(What the task requires): For each line of the material, check for the string "Left"; then state how many lines had it, giving only the number.

##### Records to process

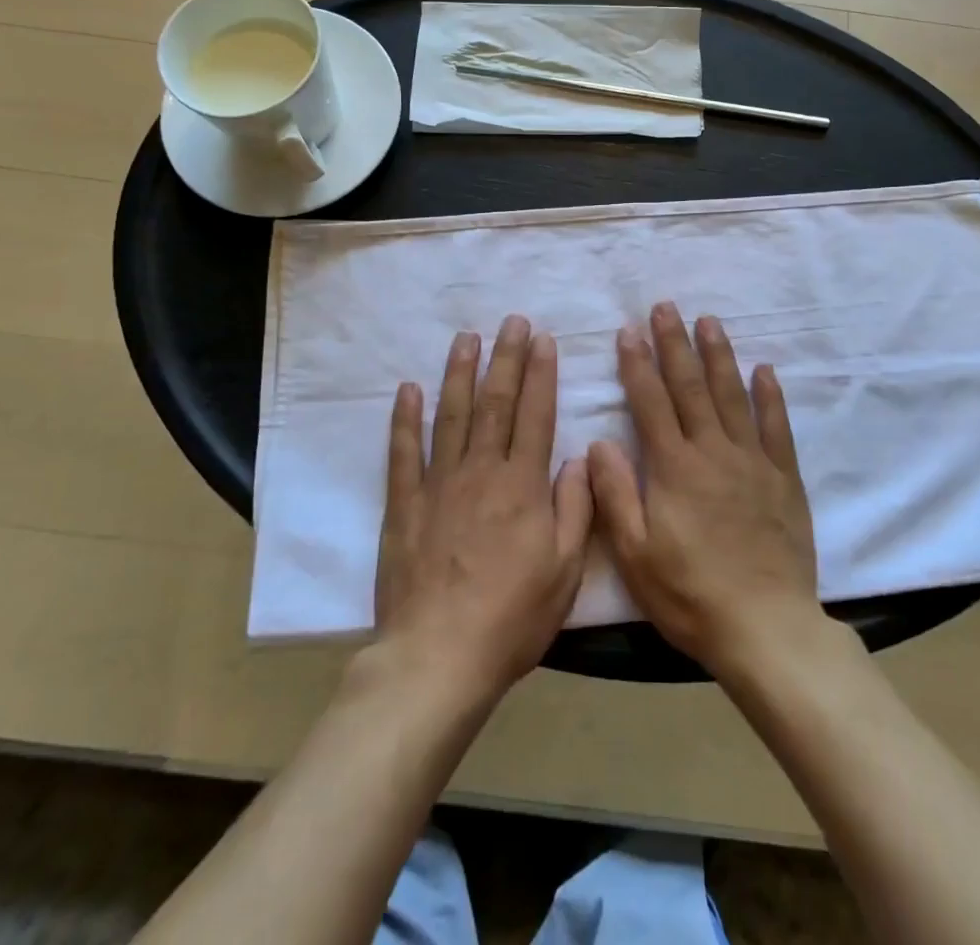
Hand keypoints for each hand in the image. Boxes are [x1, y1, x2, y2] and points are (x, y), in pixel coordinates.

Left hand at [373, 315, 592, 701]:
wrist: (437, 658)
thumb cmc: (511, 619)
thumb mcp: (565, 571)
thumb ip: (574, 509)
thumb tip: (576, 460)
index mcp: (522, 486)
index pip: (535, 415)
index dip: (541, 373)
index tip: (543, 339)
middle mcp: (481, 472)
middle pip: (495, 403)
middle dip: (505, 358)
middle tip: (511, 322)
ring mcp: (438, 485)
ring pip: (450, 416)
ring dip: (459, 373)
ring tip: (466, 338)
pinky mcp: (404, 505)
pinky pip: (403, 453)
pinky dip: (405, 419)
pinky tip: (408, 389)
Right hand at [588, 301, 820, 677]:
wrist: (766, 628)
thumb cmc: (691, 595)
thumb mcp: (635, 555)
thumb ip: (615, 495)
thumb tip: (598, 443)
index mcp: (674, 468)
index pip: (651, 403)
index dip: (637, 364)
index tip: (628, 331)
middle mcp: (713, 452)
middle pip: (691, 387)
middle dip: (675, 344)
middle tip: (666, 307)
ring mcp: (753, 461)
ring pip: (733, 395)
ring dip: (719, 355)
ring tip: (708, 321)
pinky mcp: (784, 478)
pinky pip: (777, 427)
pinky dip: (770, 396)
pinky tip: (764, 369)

##########
##### Records to process

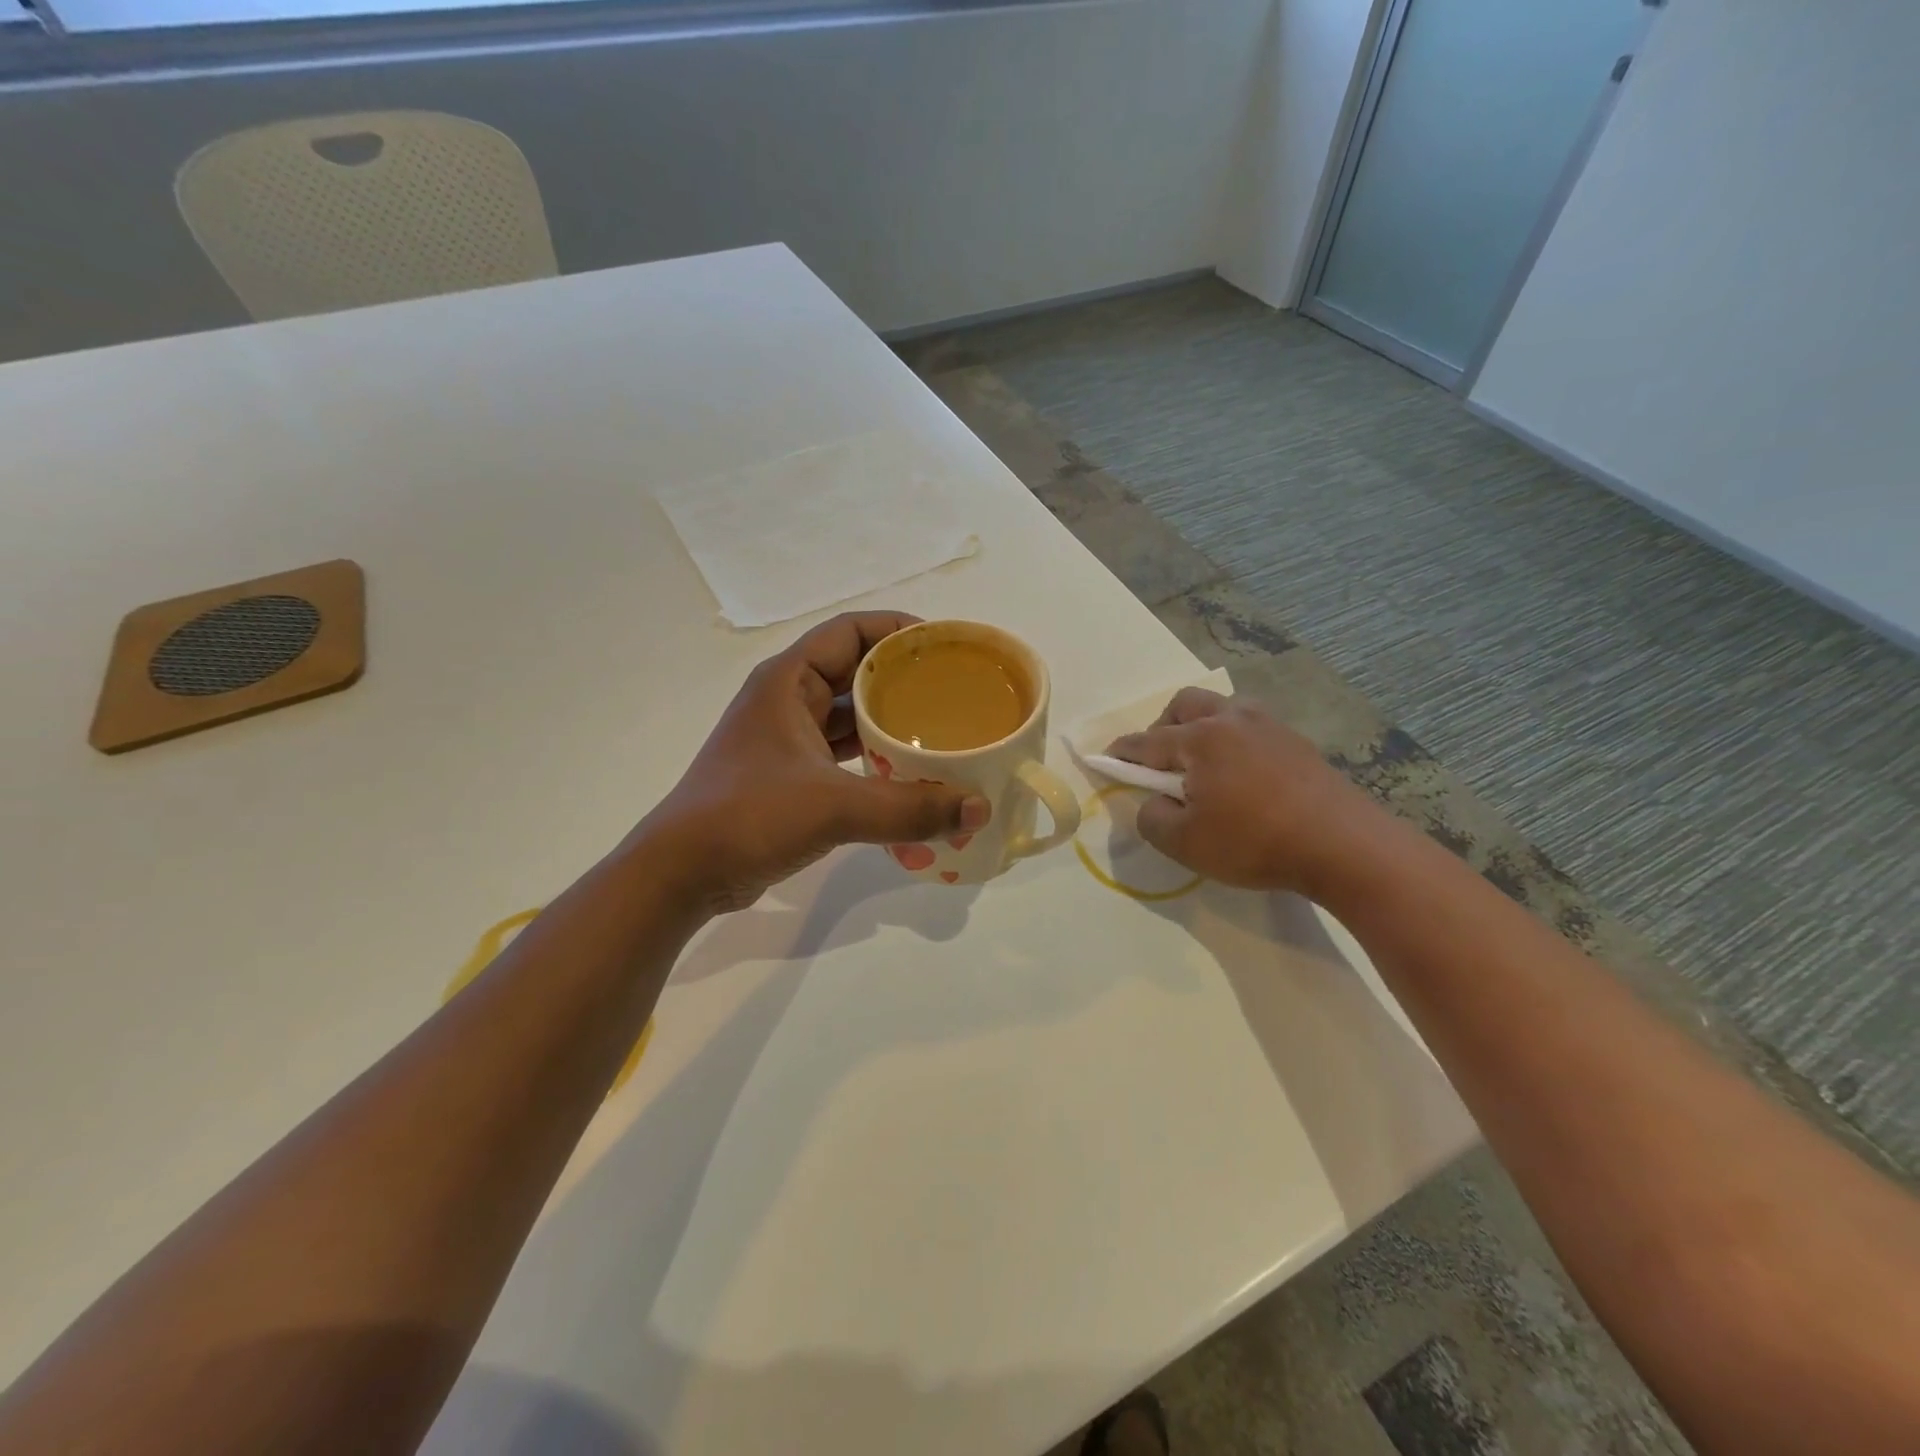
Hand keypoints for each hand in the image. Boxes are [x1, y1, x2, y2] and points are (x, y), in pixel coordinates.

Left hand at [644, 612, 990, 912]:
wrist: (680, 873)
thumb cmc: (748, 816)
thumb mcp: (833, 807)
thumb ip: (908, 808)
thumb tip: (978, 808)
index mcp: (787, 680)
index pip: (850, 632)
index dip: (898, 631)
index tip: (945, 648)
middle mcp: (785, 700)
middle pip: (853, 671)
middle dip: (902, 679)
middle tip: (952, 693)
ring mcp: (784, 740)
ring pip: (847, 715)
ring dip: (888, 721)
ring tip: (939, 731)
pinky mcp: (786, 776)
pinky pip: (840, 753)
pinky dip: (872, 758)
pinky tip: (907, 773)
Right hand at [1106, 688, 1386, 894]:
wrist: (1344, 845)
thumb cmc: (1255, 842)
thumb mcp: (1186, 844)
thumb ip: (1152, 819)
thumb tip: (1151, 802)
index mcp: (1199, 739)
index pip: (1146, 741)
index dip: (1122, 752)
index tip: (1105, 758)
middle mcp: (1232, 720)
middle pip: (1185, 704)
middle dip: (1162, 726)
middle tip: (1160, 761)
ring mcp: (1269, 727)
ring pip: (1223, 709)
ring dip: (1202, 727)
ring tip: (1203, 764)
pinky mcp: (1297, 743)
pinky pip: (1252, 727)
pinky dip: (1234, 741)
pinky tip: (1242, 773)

##########
##### Records to process

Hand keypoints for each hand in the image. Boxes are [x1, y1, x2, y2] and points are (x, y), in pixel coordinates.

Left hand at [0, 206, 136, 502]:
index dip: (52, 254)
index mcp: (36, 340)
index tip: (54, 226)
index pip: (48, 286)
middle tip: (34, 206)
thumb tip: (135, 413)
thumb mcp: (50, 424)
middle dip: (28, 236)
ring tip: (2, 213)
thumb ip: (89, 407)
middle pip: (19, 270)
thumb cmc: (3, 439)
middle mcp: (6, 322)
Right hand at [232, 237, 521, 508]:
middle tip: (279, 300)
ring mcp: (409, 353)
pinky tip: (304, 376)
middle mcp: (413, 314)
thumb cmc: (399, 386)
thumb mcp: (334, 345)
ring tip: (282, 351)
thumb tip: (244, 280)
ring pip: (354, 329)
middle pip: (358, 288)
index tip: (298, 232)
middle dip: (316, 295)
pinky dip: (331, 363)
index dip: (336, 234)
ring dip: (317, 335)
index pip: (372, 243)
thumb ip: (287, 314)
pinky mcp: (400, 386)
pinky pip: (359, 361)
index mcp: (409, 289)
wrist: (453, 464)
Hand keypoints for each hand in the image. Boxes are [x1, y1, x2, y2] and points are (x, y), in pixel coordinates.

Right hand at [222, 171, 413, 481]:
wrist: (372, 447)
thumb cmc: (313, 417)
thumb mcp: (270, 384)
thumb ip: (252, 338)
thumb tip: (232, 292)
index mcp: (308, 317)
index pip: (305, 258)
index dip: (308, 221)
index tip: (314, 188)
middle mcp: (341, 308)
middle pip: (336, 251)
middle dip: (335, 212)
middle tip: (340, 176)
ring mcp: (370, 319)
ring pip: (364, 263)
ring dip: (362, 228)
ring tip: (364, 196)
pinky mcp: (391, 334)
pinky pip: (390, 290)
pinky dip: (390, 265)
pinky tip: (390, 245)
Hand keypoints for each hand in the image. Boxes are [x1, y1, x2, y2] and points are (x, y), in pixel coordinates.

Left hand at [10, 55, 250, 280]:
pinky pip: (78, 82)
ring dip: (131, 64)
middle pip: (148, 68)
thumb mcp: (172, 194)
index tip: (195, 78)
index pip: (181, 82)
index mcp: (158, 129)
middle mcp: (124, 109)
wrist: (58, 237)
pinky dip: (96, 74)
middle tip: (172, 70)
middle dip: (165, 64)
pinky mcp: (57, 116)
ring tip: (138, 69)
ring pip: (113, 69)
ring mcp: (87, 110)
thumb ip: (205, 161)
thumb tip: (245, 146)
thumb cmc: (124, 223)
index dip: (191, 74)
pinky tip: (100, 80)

##########

(Response box): 4